Un Palestinien a été tué vendredi dans le sud de la Bande de Gaza par des tirs de l’armée égyptienne depuis l’autre côté de la frontière, a indiqué un porte-parole des services de secours palestiniens. La victime, âgée de 23 ans, mais dont l’identité n’a pas été divulguée, a été tuée d’une balle dans le dos au niveau du cœur, a ajouté le porte-parole, Ashraf al-Qoudra. Selon lui, il s’agit du premier Palestinien tué depuis longtemps dans la bande de Gaza par des tirs de soldats égyptiens. La mort de cet homme a été confirmée par le porte-parole du ministère de l’Intérieur palestinien, Iyad Al-Bazm, qui a précisé sur sa page Facebook qu’une enquête avait été ouverte par les services de sécurité palestiniens. L’incident est intervenu près de la ville frontière de Rafah, où se trouve le seul point de passage entre l’Egypte et la bande de Gaza. Le terminal de Rafah, unique accès à l’enclave palestinienne à ne pas être contrôlé par Israël, a été fermé par l’Egypte il y a plus de deux mois, après un attentat suicide qui a couté la vie à 30 soldats dans le nord du Sinaï, une région égyptienne frontalière avec la bande de Gaza. Ce passage a toutefois été rouvert quelques heures, fin novembre et quelques jours en décembre, pour permettre à des Palestiniens de rentrer chez eux ou de se rendre en Égypte. En début de semaine, l’Égypte a annoncé son intention d’élargir de 500 m à un kilomètre la zone-tampon que son armée établit le long de la frontière avec la bande de Gaza, afin de limiter les infiltrations depuis Gaza. Territoire exigu et surpeuplé coincé entre Israël, l’Égypte et la Méditerranée, la bande de Gaza est depuis 2006 étouffée par un strict blocus israélien. La seule bouffée d’oxygène venait des tunnels de contrebande reliant la bande de Gaza à l’Égypte.
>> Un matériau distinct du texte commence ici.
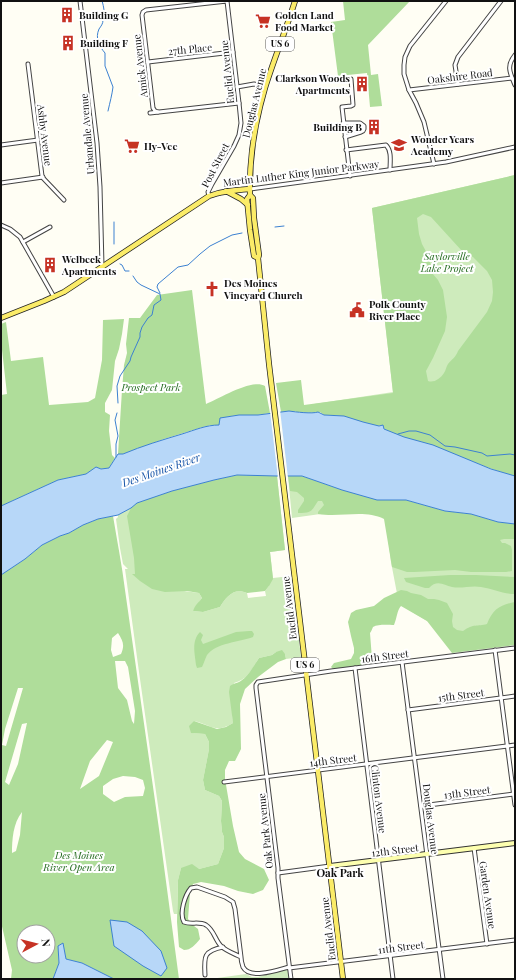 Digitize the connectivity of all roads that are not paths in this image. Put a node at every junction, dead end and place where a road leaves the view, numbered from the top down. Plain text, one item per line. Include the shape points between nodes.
1 (80, 1) edge
2 (227, 1) edge
3 (295, 1) edge
4 (446, 1) edge
5 (501, 1) edge
6 (233, 52) junction
7 (515, 55) edge
8 (148, 62) junction
9 (28, 64) dead end
10 (512, 78) junction
11 (351, 79) dead end
12 (458, 84) junction
13 (515, 85) edge
14 (237, 87) junction
15 (265, 87) junction
16 (409, 90) junction
17 (239, 103) junction
18 (158, 112) junction
19 (150, 113) dead end
20 (344, 123) junction
21 (345, 137) junction
22 (38, 140) junction
23 (236, 141) joint
24 (1, 144) edge
25 (515, 147) edge
26 (346, 150) junction
27 (434, 164) junction
28 (390, 170) junction
29 (350, 176) junction
30 (43, 177) junction
31 (1, 183) edge
32 (250, 189) junction
33 (226, 191) junction
34 (250, 195) junction
35 (209, 196) junction
36 (64, 200) dead end
37 (248, 205) junction
38 (1, 225) edge
39 (50, 227) dead end
40 (23, 242) junction
41 (258, 258) junction
42 (102, 266) junction
43 (54, 297) junction
44 (1, 318) edge
45 (515, 648) edge
46 (495, 650) junction
47 (402, 662) junction
48 (355, 668) junction
49 (306, 675) junction
50 (258, 682) joint
51 (515, 696) edge
52 (501, 698) junction
53 (408, 710) junction
54 (515, 745) edge
55 (508, 746) junction
56 (414, 758) junction
57 (367, 764) junction
58 (318, 770) junction
59 (267, 777) junction
60 (224, 782) dead end
61 (514, 794) edge
62 (515, 805) edge
63 (421, 806) junction
64 (515, 843) edge
65 (474, 848) junction
66 (427, 854) junction
67 (379, 860) junction
68 (330, 866) junction
69 (278, 873) junction
70 (515, 940) edge
71 (487, 944) junction
72 (223, 947) junction
73 (439, 950) junction
74 (390, 956) junction
75 (241, 957) junction
76 (341, 962) junction
77 (289, 968) junction
78 (205, 975) dead end
79 (291, 979) edge
80 (343, 979) edge
81 (393, 979) edge
82 (442, 979) edge

1 - 42 street, Urbandale Avenue via 97,143
2 - 6 street, Euclid Avenue
2 - 8 street, Amick Avenue via 143,12
3 - 15 main road, Douglas Avenue / US 6
4 - 16 street via 407,53 404,74
5 - 12 street via 458,57 455,65
6 - 8 street, 27th Place
6 - 14 street, Euclid Avenue
7 - 10 street via 510,64
8 - 18 street, Amick Avenue via 153,108
9 - 22 street, Ashby Avenue
10 - 12 street, Oakshire Road
10 - 13 street
11 - 20 street via 353,105 342,107
12 - 16 street, Oakshire Road
14 - 15 street via 254,84
14 - 17 street, Euclid Avenue
15 - 32 main road, Douglas Avenue / US 6 via 253,143
16 - 27 street via 422,114
17 - 18 street
17 - 23 street, Euclid Avenue via 241,123
18 - 19 street
20 - 21 street
20 - 21 street via 360,123 364,126 363,131
21 - 26 street
22 - 24 street
22 - 30 street, Ashby Avenue
23 - 35 street, Post Street via 208,192
25 - 27 street, Martin Luther King Junior Parkway
26 - 28 street via 389,147
26 - 29 street
27 - 28 street, Martin Luther King Junior Parkway
28 - 29 street, Martin Luther King Junior Parkway
29 - 32 street, Martin Luther King Junior Parkway
30 - 31 street
30 - 36 street, Ashby Avenue
32 - 33 main road, Martin Luther King Junior Parkway
32 - 34 main road, Euclid Avenue / US 6
33 - 35 main road, Martin Luther King Junior Parkway
33 - 37 main road
34 - 37 main road, Euclid Avenue / US 6 via 247,199
34 - 41 main road, Euclid Avenue / US 6 via 253,198
35 - 42 main road, Martin Luther King Junior Parkway
37 - 41 main road, Euclid Avenue / US 6 via 254,256
38 - 40 street via 15,232
39 - 40 street
40 - 43 street
41 - 49 main road, Euclid Avenue / US 6
42 - 43 main road, Martin Luther King Junior Parkway
43 - 44 main road, Martin Luther King Junior Parkway
45 - 46 street, 16th Street
46 - 47 street, 16th Street
46 - 52 street
47 - 48 street, 16th Street
47 - 53 street, Douglas Avenue
48 - 49 street, 16th Street
48 - 57 street, Clinton Avenue
49 - 50 street, 16th Street
49 - 58 main road, Euclid Avenue / US 6
50 - 59 street, Oak Park Avenue via 256,688
51 - 52 street, 15th Street
52 - 53 street, 15th Street
52 - 55 street
53 - 56 street, Douglas Avenue
54 - 55 street, 14th Street
55 - 56 street, 14th Street
55 - 61 street
56 - 57 street, 14th Street
56 - 63 street, Douglas Avenue
57 - 58 street, 14th Street
57 - 67 street, Clinton Avenue
58 - 59 street, 14th Street
58 - 68 main road, Euclid Avenue / US 6
59 - 60 street, 14th Street
59 - 69 street, Oak Park Avenue
61 - 62 street
61 - 63 street, 13th Street
63 - 66 street, Douglas Avenue
64 - 65 main road, 12th Street
65 - 66 main road, 12th Street
65 - 71 street, Garden Avenue
66 - 67 main road, 12th Street
66 - 73 street, Douglas Avenue
67 - 68 main road, 12th Street
67 - 74 street, Clinton Avenue
68 - 69 street, 12th Street
68 - 76 main road, Euclid Avenue / US 6
69 - 77 street, Oak Park Avenue
70 - 71 street, 11th Street
71 - 73 street, 11th Street
72 - 75 street
72 - 75 street via 207,925 184,922 182,911 186,895 193,887 225,897 234,904
72 - 78 street via 213,949 207,954
73 - 74 street, 11th Street
73 - 82 street, Douglas Avenue
74 - 76 street, 11th Street
74 - 81 street, Clinton Avenue
75 - 77 street, 11th Street via 245,970 255,974
76 - 77 street, 11th Street
76 - 80 main road, Euclid Avenue / US 6
77 - 79 street, Oak Park Avenue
Mais après la destitution du président islamiste Mohamed Morsi en juillet 2013, le nouveau pouvoir égyptien a radicalement changé de politique à l’égard des 1,8 million de Gazaouis, détruisant 1 600 tunnels et coupant quasi-totalement leurs voies d’approvisionnement.

Le Hamas condamne
Le Hamas a condamné samedi cette acte, nous condamnons le meurtre de cet enfant, Zaki al-Houbi, par les tirs de l’armée égyptienne à la frontière. Ce qui est arrivé constitue un recours excessif à la force et un dangereux développement, a indiqué samedi le ministère de l’Intérieur du Hamas. Côté égyptien, des responsables des services de sécurité ont indiqué que l’armée avait tiré sur des Gazaouis qui s’étaient infiltrés dans le Sinaï égyptien, frontalier de la bande de Gaza et où l’armée a récemment créé une zone-tampon qui isole un peu plus l’enclave exiguë et surpeuplée, étouffée depuis huit ans par un sévère blocus israélien.
Les soldats en charge de la protection de la frontière ont tiré sur six Gazaouis, dont trois sont parvenus à repartir vers Gaza tandis que trois autres ont été arrêtés, ont affirmé ces responsables. L’un d’eux a probablement été blessé par balles.